Pubdate: Fri, 26 Feb 2010
Source: Sampson Independent, The (NC)
Copyright: 2010, The Sampson Independent
Contact:  http://www.clintonnc.com/
Details: http://www.mapinc.org/media/1704

DOCTOR'S BEHAVIOR JUST LIKE THAT OF A STREET DEALER

The sentencing this week of a former Roseboro doctor for his role in 
selling prescribed drugs to patients who, medically speaking, didn't need 
them is disturbing on many levels.

The most obvious, of course, is the fact that Perry Reese, a once licensed 
physician, used his profession as a backdrop for the sale of the 
prescription drugs Oxycontin and Percocet. He was little more than a street 
dealer plying his trade in an office that was little more than a haven for 
the illegal activity he was conducting.

Reese took cash, jewelry and a laundry list of other items in exchange for 
providing patients with 20, 30 or 45 pills at a time, feeding their 
addiction and battering the oath he took when he became a doctor.

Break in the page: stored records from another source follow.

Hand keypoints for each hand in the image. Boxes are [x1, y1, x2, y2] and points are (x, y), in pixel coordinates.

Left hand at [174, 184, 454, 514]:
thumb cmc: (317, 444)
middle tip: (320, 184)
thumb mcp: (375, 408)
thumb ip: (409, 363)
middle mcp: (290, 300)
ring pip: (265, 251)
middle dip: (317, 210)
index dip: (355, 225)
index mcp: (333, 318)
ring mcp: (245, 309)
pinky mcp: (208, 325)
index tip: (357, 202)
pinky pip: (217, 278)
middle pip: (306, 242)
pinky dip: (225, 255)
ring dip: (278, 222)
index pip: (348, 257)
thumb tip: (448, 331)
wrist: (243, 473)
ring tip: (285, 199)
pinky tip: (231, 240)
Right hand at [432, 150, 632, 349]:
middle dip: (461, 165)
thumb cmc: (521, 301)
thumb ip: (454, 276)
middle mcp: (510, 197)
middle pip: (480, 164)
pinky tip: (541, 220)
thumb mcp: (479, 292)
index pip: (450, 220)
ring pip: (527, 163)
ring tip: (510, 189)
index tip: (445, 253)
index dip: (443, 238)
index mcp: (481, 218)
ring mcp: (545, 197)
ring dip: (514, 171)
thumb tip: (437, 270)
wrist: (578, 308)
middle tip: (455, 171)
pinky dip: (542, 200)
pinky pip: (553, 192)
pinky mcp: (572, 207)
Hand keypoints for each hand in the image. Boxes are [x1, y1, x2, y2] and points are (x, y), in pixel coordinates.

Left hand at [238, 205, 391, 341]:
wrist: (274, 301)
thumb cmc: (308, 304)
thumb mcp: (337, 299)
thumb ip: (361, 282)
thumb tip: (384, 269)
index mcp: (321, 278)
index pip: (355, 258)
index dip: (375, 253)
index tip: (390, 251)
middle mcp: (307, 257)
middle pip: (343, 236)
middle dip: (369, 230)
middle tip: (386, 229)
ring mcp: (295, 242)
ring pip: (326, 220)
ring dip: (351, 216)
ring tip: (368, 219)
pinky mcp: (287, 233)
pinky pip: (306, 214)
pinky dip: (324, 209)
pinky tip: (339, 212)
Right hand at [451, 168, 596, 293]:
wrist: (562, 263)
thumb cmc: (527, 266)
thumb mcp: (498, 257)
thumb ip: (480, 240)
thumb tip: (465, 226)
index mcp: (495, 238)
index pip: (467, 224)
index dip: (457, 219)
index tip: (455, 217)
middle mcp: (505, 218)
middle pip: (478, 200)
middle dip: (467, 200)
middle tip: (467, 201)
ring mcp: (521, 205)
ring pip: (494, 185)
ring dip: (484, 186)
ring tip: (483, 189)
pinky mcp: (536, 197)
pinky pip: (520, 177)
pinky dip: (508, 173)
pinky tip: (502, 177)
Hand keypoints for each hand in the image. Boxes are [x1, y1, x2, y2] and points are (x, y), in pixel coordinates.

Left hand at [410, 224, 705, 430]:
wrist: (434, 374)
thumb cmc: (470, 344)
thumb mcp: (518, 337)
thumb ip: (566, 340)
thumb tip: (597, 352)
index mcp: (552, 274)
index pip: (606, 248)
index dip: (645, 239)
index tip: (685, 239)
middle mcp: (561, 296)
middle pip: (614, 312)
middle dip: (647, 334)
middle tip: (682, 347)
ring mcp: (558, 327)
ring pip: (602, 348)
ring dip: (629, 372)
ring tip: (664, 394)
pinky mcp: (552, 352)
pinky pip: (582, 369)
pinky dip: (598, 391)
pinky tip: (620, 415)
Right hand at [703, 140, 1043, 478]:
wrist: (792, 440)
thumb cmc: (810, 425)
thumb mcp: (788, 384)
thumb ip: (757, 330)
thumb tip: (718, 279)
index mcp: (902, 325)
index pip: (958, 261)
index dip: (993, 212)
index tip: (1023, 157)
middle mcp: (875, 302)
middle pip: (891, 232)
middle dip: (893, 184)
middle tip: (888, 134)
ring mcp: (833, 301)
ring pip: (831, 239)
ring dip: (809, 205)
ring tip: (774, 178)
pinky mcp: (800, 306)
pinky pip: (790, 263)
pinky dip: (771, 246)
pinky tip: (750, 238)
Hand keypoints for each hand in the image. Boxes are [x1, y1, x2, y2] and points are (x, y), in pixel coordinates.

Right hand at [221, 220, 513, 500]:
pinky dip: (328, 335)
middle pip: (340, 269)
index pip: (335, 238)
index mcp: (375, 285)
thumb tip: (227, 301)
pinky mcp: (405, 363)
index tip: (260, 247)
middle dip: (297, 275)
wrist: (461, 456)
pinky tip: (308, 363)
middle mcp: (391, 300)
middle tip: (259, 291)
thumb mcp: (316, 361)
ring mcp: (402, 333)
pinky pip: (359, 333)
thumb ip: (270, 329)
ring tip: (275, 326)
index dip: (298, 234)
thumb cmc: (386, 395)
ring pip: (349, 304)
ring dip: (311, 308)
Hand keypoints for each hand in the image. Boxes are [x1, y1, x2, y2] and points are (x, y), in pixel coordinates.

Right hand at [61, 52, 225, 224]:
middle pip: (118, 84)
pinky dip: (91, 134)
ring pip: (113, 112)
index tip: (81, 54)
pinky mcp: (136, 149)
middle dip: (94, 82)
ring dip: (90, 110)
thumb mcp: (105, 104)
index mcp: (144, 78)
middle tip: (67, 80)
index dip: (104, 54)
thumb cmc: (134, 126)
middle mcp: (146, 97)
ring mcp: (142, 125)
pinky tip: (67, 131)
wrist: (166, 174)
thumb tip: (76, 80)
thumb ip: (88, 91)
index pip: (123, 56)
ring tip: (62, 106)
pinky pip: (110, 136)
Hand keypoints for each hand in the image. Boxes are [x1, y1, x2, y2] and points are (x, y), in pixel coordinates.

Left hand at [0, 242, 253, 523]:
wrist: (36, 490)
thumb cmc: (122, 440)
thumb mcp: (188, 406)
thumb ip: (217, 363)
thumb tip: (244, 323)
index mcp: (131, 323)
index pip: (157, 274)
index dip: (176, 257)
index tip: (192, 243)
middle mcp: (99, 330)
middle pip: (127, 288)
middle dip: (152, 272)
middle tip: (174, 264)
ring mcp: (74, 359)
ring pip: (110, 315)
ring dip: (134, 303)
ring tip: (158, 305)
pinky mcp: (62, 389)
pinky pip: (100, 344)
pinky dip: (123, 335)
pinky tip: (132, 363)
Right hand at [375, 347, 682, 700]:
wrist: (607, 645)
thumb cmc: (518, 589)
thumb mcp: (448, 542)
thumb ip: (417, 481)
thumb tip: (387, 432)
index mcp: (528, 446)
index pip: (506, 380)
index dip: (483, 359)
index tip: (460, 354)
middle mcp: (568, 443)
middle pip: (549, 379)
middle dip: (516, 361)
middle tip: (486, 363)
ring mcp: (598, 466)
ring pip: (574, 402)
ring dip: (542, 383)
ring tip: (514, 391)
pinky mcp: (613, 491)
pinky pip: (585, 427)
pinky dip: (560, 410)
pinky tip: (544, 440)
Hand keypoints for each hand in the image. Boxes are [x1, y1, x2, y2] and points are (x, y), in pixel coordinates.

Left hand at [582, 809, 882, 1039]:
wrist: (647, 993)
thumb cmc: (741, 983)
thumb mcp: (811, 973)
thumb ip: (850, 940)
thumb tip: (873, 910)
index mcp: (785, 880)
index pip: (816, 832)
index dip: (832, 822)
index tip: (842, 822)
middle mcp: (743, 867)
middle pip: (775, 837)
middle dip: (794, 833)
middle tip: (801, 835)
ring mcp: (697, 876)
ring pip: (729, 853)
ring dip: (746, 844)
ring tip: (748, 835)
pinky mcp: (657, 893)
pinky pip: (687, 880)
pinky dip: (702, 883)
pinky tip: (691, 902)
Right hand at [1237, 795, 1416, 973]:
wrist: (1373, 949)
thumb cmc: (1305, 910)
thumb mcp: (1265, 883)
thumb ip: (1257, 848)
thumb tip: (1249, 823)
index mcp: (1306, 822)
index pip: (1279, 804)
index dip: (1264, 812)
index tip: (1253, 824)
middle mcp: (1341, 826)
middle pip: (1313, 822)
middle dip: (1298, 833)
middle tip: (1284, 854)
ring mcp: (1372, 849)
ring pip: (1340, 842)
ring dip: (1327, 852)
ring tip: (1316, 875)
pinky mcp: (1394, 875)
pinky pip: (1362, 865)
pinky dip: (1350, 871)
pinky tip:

That Reese was able to get away with it for so long is cause for pause; the 
realization that his little side business might still be going on if one of 
his own patients hadn't turned him is frightening. If that patient hadn't 
approached the State Bureau of Investigation, more patients would likely 
only have become more and more addicted than they were when they first 
sought his help in acquiring pills they neither needed nor should have been 
able to get.

Disturbing, too, are the victims, themselves, individuals who saw no 
problem with seeking the doctor's help in securing drugs they knew they 
wouldn't ever get under normal -- and legal -- circumstances.

While there's no question Reese should have been made to pay for his very 
illegal and very unethical behavior, one must question why these patients 
haven't been brought to justice as well.

After all, what is the real difference between these individuals and any 
number of users who approach a dealer, cash in hand, to secure marijuana, 
cocaine or meth?

The answer: there is no difference, except perhaps that one often utilizes 
cloak of darkness or hidden alleys to score their fix; these individuals 
used a doctor's office.

In many ways, what patients did in seeking to scratch their itch was far 
worse than any other drug abuser. They used a place where healing is 
supposed to occur and medical care delivered as no more than a conduit for 
illegal activity.

And they knew full well when they sought the Oxycontin or Percocet, 
exchanged cash or other items for a number of pills and never once had to 
take a prescription to a pharmacy they were doing something that wasn't 
within the law.

Patients who repeatedly sought out Reese's brand of medicine in many ways 
are as guilty as he is.

Reese, of course, was held to a higher standard. After all, he took an oath 
to care for patients, to prescribe medications as needed based on medical 
conditions and to live within the laws he promised to uphold.

He failed on all three counts and, the 20 years in federal prison he was 
sentenced to earlier this week proves that the three stirkes didn't just 
put him out, they put him where he needs to be for a very long time.